Report all lines in the records that hold the string "Olney".
>>>>>
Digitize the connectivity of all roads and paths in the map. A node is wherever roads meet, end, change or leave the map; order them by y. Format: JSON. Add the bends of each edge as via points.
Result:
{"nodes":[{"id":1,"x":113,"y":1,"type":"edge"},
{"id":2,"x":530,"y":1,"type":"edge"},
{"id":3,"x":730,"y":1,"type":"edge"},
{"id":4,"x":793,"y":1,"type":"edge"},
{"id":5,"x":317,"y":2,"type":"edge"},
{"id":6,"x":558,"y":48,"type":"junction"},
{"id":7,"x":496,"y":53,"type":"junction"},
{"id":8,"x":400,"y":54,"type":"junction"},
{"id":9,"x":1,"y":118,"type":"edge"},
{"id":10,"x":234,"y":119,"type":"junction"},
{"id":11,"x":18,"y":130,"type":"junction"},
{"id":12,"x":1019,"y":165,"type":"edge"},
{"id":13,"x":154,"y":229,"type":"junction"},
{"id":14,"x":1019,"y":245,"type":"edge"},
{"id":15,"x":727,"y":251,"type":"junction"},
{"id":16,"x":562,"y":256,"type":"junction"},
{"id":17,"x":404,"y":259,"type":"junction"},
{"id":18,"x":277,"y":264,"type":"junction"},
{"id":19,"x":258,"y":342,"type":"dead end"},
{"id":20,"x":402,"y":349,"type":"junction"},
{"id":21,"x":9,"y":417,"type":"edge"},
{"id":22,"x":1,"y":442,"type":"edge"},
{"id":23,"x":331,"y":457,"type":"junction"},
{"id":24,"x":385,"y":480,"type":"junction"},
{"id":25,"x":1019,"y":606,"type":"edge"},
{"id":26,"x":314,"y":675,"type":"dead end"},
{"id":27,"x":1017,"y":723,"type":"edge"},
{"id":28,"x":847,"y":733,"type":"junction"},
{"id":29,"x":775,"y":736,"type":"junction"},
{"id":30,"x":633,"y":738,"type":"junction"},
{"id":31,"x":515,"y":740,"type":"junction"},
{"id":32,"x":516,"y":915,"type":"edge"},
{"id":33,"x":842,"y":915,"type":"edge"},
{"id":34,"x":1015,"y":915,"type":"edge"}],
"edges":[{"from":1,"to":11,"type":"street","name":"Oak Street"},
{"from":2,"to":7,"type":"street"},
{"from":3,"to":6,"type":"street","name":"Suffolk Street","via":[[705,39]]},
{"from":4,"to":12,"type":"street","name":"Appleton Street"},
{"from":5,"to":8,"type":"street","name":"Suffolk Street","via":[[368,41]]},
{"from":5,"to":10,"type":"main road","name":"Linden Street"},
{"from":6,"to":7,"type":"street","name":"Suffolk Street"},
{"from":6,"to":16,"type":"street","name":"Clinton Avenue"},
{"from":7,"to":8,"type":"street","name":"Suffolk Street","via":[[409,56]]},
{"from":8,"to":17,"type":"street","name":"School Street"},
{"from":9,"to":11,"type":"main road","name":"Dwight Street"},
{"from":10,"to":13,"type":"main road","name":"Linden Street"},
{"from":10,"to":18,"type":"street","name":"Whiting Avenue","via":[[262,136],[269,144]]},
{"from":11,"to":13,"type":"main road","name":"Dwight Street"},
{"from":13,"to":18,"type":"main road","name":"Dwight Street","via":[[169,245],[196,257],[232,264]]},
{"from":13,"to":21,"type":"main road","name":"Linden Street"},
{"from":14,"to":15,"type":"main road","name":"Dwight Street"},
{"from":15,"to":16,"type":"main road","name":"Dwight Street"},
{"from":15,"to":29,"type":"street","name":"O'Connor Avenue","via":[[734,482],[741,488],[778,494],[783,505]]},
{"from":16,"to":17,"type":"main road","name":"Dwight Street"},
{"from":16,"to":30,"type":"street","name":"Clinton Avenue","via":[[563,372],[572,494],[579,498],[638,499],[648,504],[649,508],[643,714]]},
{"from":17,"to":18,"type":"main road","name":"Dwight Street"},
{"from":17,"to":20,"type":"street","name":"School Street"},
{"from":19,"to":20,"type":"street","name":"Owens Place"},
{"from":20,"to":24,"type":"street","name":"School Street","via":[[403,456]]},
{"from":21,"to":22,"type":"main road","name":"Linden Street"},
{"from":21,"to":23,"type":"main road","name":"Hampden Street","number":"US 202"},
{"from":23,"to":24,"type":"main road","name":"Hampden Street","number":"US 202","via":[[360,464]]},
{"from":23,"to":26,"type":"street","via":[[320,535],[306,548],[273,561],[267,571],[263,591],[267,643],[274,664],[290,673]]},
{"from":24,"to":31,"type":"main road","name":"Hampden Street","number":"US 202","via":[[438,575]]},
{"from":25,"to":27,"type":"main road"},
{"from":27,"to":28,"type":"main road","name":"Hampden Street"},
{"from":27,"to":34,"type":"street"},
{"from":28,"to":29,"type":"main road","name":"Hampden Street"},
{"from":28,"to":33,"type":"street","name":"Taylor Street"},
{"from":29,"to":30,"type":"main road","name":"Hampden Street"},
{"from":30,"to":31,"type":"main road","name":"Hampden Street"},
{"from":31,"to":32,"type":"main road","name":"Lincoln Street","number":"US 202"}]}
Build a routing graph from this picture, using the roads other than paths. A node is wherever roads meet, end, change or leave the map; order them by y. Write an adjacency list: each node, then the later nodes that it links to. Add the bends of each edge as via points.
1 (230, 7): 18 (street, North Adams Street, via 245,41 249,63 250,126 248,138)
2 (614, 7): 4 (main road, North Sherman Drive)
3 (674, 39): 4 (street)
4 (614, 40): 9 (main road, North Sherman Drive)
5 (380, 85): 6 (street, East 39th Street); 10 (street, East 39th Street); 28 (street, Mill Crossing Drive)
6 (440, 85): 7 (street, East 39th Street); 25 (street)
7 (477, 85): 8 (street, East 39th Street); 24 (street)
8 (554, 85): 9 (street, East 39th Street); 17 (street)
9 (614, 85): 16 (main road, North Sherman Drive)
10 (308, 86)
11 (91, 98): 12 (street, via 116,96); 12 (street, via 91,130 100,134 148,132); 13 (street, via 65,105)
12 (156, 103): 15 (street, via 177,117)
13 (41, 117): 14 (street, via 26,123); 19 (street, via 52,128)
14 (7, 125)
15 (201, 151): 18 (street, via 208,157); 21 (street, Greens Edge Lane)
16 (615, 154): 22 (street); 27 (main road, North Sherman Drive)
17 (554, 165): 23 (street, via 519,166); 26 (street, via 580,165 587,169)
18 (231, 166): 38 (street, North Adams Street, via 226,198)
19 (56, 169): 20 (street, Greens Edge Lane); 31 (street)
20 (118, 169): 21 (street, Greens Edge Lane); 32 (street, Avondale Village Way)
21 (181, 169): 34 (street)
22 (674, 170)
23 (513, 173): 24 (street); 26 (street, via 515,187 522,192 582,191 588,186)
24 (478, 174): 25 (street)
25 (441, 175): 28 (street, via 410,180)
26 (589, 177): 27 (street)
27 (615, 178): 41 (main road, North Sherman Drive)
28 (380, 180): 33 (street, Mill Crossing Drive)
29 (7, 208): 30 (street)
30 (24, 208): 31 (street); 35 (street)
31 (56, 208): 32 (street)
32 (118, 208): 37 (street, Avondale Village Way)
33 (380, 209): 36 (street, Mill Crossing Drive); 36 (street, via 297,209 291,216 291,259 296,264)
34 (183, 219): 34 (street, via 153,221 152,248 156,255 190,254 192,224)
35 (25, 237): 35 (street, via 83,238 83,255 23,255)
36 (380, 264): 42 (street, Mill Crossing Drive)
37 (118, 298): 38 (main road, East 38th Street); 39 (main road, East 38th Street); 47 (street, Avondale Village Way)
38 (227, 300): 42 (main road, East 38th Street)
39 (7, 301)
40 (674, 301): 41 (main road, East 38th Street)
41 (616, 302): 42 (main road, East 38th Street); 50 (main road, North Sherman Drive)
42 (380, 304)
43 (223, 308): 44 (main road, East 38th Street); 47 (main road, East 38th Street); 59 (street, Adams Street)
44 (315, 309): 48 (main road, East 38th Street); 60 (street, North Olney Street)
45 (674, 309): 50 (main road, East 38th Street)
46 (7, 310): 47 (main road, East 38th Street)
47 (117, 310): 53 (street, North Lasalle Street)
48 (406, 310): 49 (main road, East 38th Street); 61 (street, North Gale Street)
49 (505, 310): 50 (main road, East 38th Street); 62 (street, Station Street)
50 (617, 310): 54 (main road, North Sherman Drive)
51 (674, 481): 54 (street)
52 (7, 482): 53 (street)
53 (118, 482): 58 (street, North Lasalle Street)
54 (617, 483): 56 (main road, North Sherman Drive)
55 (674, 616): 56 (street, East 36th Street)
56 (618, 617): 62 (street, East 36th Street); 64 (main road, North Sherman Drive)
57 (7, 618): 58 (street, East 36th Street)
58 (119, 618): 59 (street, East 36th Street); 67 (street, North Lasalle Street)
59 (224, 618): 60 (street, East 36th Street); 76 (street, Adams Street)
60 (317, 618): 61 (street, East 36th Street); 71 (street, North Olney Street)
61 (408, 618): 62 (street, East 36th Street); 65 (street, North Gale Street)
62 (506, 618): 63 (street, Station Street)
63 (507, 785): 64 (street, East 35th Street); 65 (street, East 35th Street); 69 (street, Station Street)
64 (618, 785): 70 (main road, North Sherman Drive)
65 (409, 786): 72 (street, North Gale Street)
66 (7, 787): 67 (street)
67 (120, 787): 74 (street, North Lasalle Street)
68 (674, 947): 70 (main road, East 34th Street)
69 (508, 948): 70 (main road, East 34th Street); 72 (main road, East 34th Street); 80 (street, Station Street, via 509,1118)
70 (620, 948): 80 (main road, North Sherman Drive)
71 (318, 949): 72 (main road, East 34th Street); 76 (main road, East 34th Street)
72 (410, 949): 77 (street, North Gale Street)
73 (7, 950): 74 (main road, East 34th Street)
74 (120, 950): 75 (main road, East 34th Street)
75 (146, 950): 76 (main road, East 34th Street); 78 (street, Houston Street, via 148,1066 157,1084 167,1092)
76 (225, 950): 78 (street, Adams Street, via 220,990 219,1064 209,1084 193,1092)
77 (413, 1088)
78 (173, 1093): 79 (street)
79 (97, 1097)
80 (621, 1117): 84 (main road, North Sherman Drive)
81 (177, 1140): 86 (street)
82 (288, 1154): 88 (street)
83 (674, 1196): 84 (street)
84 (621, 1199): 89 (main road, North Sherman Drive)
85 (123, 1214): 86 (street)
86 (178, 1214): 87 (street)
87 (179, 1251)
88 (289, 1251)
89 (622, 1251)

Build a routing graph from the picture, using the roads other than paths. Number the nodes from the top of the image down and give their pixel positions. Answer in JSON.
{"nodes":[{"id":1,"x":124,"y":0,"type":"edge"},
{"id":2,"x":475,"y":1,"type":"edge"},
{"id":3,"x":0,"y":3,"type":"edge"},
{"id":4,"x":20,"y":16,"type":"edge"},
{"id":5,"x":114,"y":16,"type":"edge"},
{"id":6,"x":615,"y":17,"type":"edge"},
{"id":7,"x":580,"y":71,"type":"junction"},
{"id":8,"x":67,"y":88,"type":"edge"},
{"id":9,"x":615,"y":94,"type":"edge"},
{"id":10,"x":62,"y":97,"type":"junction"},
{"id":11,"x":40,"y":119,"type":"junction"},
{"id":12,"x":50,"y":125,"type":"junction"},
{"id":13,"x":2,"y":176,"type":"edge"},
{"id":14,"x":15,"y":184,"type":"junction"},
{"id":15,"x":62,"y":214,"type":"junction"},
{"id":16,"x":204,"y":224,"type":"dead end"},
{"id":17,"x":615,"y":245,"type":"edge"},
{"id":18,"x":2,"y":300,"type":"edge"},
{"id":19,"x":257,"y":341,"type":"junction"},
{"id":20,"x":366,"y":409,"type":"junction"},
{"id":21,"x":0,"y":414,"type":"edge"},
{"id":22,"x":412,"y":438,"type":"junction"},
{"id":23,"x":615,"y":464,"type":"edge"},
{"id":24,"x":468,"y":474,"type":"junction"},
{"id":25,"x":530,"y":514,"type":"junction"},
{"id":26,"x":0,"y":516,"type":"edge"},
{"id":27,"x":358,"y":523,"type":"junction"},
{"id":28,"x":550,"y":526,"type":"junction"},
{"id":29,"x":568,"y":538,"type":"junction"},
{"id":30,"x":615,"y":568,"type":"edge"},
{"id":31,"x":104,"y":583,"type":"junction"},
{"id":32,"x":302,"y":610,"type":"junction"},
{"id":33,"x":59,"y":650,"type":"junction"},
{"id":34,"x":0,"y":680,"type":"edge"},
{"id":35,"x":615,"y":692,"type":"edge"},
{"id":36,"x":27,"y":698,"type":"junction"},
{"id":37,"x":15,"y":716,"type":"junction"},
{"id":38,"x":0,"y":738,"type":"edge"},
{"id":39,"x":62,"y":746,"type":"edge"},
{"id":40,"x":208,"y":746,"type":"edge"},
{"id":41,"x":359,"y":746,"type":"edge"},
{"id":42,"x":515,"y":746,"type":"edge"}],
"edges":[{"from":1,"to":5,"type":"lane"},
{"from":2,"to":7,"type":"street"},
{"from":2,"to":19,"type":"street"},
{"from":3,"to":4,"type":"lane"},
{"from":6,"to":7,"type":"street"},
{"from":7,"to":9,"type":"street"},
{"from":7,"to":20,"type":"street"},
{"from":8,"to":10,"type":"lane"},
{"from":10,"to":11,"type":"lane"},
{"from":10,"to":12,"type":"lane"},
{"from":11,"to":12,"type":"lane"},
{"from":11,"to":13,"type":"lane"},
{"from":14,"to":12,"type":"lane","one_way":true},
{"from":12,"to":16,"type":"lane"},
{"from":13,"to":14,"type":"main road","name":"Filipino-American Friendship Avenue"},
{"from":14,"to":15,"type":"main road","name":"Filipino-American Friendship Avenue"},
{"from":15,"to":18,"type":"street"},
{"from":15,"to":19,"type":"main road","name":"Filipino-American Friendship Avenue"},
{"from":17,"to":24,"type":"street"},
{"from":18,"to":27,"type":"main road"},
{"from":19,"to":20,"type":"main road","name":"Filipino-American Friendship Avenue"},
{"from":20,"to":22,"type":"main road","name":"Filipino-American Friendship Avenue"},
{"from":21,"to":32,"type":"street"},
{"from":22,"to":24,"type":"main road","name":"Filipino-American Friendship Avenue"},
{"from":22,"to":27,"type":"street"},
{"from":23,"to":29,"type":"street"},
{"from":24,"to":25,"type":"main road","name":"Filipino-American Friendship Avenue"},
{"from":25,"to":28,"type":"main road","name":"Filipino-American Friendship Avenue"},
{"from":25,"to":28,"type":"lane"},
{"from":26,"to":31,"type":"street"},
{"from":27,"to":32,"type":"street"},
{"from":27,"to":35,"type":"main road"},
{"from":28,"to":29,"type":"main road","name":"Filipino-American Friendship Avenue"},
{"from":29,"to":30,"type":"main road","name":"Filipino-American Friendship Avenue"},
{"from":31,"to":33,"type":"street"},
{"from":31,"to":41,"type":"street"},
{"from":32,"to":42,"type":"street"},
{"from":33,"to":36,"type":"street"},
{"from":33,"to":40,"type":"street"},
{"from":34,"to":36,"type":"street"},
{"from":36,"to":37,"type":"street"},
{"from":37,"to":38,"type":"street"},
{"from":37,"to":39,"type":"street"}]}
<<<<<
Result for this exercise:
44 (315, 309): 48 (main road, East 38th Street); 60 (street, North Olney Street)
60 (317, 618): 61 (street, East 36th Street); 71 (street, North Olney Street)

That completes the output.